Treatment options for dental attrition:
- Managing associated conditions like fractured teeth or sharp cusps
- Application of desensitizing agents and use of desensitizing toothpastes
- Restorative options such as direct composite restorations, bonded cast metal restorations, removable partial dentures, orthodontic treatment, crown lengthening procedures, and protective splints
- Decision to restore dentition based on patient's wants and needs, severity of tooth surface loss, and activity of tooth wear
- Use of adhesive materials as a conservative and cost-effective approach before considering crowns or veneers

Consequences, diagnosis, and overall management of dental attrition:
- Dental attrition can lead to tooth sensitivity, fractures, changes in bite, TMJ disorders, and difficulties with chewing and speaking
- Diagnosis through visual examination, dental X-rays, bite analysis, occlusal examination, and additional diagnostic tests if necessary
- Management includes conservative approaches, dental restorations, occlusal splints or night guards, and in severe cases, orthodontic treatment or full mouth rehabilitation.

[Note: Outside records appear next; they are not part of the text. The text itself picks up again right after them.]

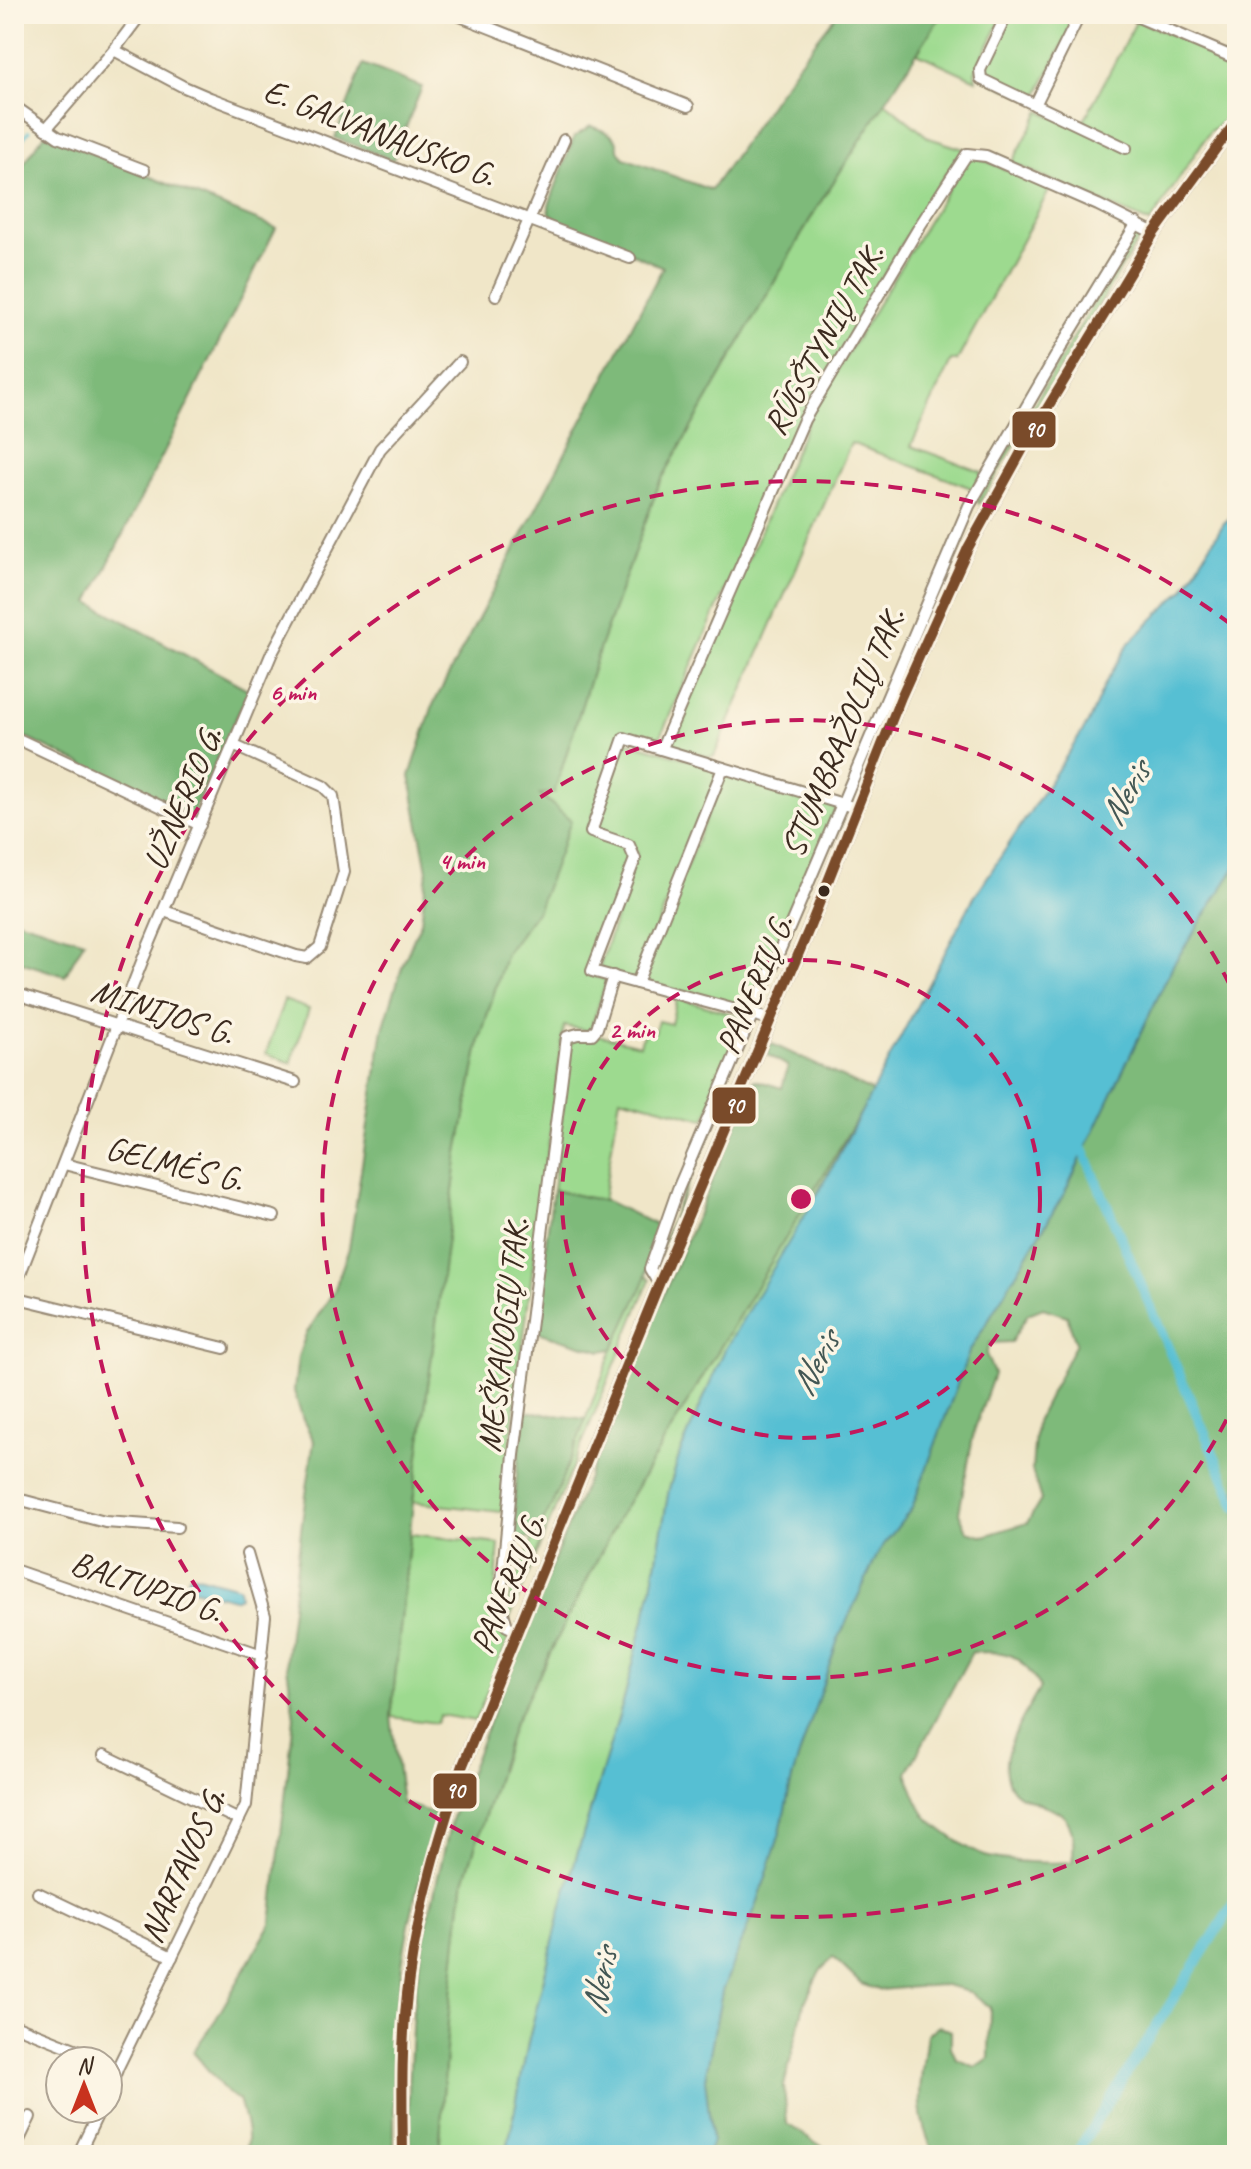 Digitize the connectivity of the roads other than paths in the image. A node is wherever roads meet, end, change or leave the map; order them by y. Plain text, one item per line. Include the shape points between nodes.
1 (455, 14) edge
2 (1007, 14) edge
3 (1080, 14) edge
4 (1131, 14) edge
5 (133, 17) edge
6 (114, 50) junction
7 (1237, 59) edge
8 (1035, 105) junction
9 (14, 106) edge
10 (688, 106) dead end
11 (1237, 120) edge
12 (46, 129) junction
13 (564, 140) dead end
14 (1126, 148) dead end
15 (144, 170) dead end
16 (531, 220) junction
17 (1137, 223) junction
18 (1154, 233) junction
19 (630, 258) dead end
20 (496, 295) dead end
21 (460, 362) dead end
22 (14, 737) edge
23 (235, 746) junction
24 (662, 748) junction
25 (723, 768) junction
26 (841, 804) junction
27 (856, 808) junction
28 (200, 825) junction
29 (164, 911) junction
30 (613, 976) junction
31 (637, 983) junction
32 (14, 993) edge
33 (754, 1017) junction
34 (769, 1019) junction
35 (117, 1026) junction
36 (295, 1082) dead end
37 (64, 1164) junction
38 (274, 1216) dead end
39 (659, 1284) junction
40 (14, 1289) edge
41 (14, 1297) edge
42 (224, 1348) dead end
43 (14, 1498) edge
44 (177, 1527) dead end
45 (247, 1554) dead end
46 (14, 1570) edge
47 (518, 1631) junction
48 (262, 1655) junction
49 (104, 1755) dead end
50 (239, 1820) junction
51 (38, 1893) dead end
52 (172, 1957) junction
53 (14, 2025) edge
54 (65, 2045) edge
55 (121, 2045) edge
56 (30, 2117) dead end
57 (92, 2125) edge
58 (14, 2150) edge
59 (78, 2155) edge
60 (403, 2155) edge

1 - 10 street
2 - 8 street via 980,70 981,79
3 - 8 street
4 - 7 street
5 - 6 street
6 - 12 street
6 - 16 street, E. GALVANAUSKO G. via 196,92
8 - 14 street
9 - 12 street
11 - 18 main road, PANERIŲ G.
12 - 15 street
13 - 16 street
16 - 19 street, E. GALVANAUSKO G.
16 - 20 street
17 - 18 street, RŪGŠTYNIŲ TAK.
17 - 24 street, RŪGŠTYNIŲ TAK. via 986,156 967,154 804,420
17 - 26 street, STUMBRAŽOLIŲ TAK. via 969,506
18 - 27 main road, PANERIŲ G. via 985,515
21 - 23 street, UŽNERIO G. via 380,449 271,655
22 - 28 street
23 - 28 street, UŽNERIO G.
23 - 29 street via 323,786 333,796 344,872 320,947 307,958 296,956
24 - 25 street
24 - 30 street via 624,738 591,832 629,845 635,859 592,971
25 - 26 street
25 - 31 street
26 - 27 street
26 - 33 street, STUMBRAŽOLIŲ TAK.
27 - 34 main road, PANERIŲ G.
28 - 29 street, UŽNERIO G.
29 - 35 street, UŽNERIO G.
30 - 31 street
30 - 47 street, MEŠKAUOGIŲ TAK. via 597,1028 592,1034 567,1037 500,1603 507,1626
31 - 33 street
32 - 35 street, MINIJOS G.
33 - 34 street
33 - 39 street, STUMBRAŽOLIŲ TAK. via 655,1250 650,1269
34 - 39 main road, PANERIŲ G.
35 - 36 street, MINIJOS G.
35 - 37 street, UŽNERIO G.
37 - 38 street, GELMĖS G.
37 - 40 street, UŽNERIO G.
39 - 47 main road, PANERIŲ G.
41 - 42 street
43 - 44 street via 105,1522
45 - 48 street, NARTAVOS G. via 265,1616
46 - 48 street, BALTUPIO G.
47 - 60 main road, PANERIŲ G. via 460,1775 417,1930 406,2012
48 - 50 street, NARTAVOS G. via 246,1805
49 - 50 street
50 - 52 street, NARTAVOS G.
51 - 52 street
52 - 55 street, NARTAVOS G.
53 - 54 street
56 - 58 street
57 - 59 street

Dental attrition (Wikipedia)

Dental attrition is a type of tooth wear caused by tooth-to-tooth contact, resulting in loss of tooth tissue, usually starting at the incisal or occlusal surfaces. Tooth wear is a physiological process and is commonly seen as a normal part of aging. Advanced and excessive wear and tooth surface loss can be defined as pathological in nature, requiring intervention by a dental practitioner. The pathological wear of the tooth surface can be caused by bruxism, which is clenching and grinding of the teeth. If the attrition is severe, the enamel can be completely worn away leaving underlying dentin exposed, resulting in an increased risk of dental caries and dentin hypersensitivity. It is best to identify pathological attrition at an early stage to prevent unnecessary loss of tooth structure as enamel does not regenerate.